Al 127esimo posto su 178 nella classifica della libertà di stampa di Reporters Sans Frontières, l’Egitto risulta anche nella lista nera degli Stati “nemici di internet” insieme a Arabia Saudita, Birmania, Cina, Corea del Nord, Cuba, Iran, Uzbekistan, Siria, Tunisia, Turkmenistan e Vietnam. In totale, secondo i dati dell’associazione, sono ancora attualmente 112 i cyber attivisti rinchiusi nelle carceri del pianeta, di cui 10 in Iran, 16 in Vietnam e 75 in Cina, Stato che detiene il primato della repressione sul web con diversi casi di detenuti da oltre dieci anni.

Alle autorità di Pechino è rivolto l’ultimo appello per la libertà di informazione in rete di Amnesty International che chiede l’immediata liberazione di Cheng Jianping, condannata a un anno di “rieducazione attraverso il lavoro” con l’accusa di disturbo all’ordine sociale per aver twittato un presunto messaggio antigiapponese.
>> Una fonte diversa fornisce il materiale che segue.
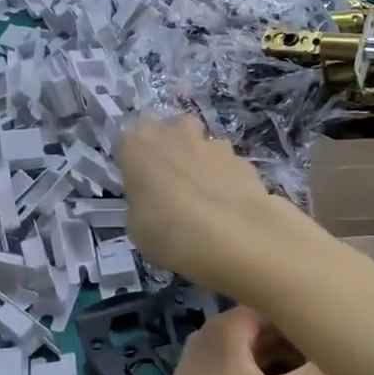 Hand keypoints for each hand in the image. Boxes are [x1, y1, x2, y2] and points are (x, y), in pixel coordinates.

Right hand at [118, 116, 292, 294]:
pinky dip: (228, 183)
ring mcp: (214, 144)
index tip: (141, 187)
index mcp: (139, 145)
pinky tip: (231, 211)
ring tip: (207, 204)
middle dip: (172, 153)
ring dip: (202, 167)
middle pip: (171, 134)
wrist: (236, 240)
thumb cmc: (170, 234)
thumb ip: (142, 203)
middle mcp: (176, 134)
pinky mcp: (244, 161)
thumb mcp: (137, 228)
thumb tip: (154, 200)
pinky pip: (228, 168)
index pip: (129, 143)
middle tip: (173, 188)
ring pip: (203, 149)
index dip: (135, 164)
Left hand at [130, 305, 332, 374]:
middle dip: (299, 343)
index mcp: (225, 328)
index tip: (335, 334)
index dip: (306, 319)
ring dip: (285, 363)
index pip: (276, 305)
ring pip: (255, 351)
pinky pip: (242, 369)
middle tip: (332, 361)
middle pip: (265, 327)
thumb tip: (347, 355)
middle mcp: (210, 335)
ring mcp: (203, 361) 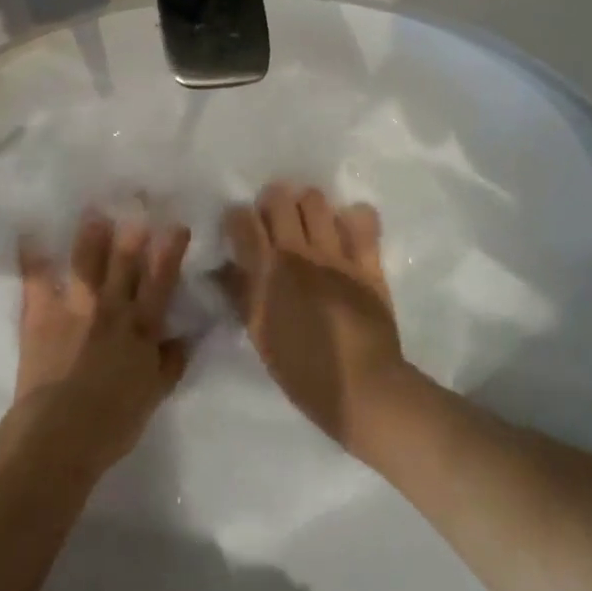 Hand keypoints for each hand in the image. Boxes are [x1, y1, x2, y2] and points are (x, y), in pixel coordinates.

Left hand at [10, 213, 191, 477]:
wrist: (61, 432)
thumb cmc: (113, 421)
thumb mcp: (153, 395)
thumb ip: (170, 362)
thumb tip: (187, 336)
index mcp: (142, 326)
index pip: (161, 280)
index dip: (170, 249)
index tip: (176, 223)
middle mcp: (112, 306)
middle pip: (125, 260)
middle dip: (132, 227)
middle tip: (136, 197)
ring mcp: (76, 305)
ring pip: (87, 259)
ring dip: (90, 232)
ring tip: (93, 208)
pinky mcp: (42, 311)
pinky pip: (37, 276)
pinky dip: (33, 254)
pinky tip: (29, 230)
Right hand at [220, 183, 409, 449]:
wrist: (364, 392)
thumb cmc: (303, 371)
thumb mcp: (260, 334)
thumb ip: (241, 294)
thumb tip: (223, 267)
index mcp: (266, 271)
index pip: (241, 219)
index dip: (237, 218)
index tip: (239, 228)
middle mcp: (298, 252)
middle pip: (278, 198)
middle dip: (271, 203)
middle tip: (273, 221)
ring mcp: (336, 254)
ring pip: (316, 200)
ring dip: (307, 206)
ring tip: (308, 222)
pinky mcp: (368, 261)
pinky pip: (363, 221)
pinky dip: (353, 218)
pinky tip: (347, 230)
A Cuba, intanto, Yoani Sanchez, la blogger di Generacion Y, si è vista negare ancora una volta il permesso di uscita dall’isola da parte del governo di L’Avana. Invitata a partecipare alla manifestazione Scrittorincittà in corso a Cuneo, al suo posto sono arrivati solo una lettera e un videomessaggio.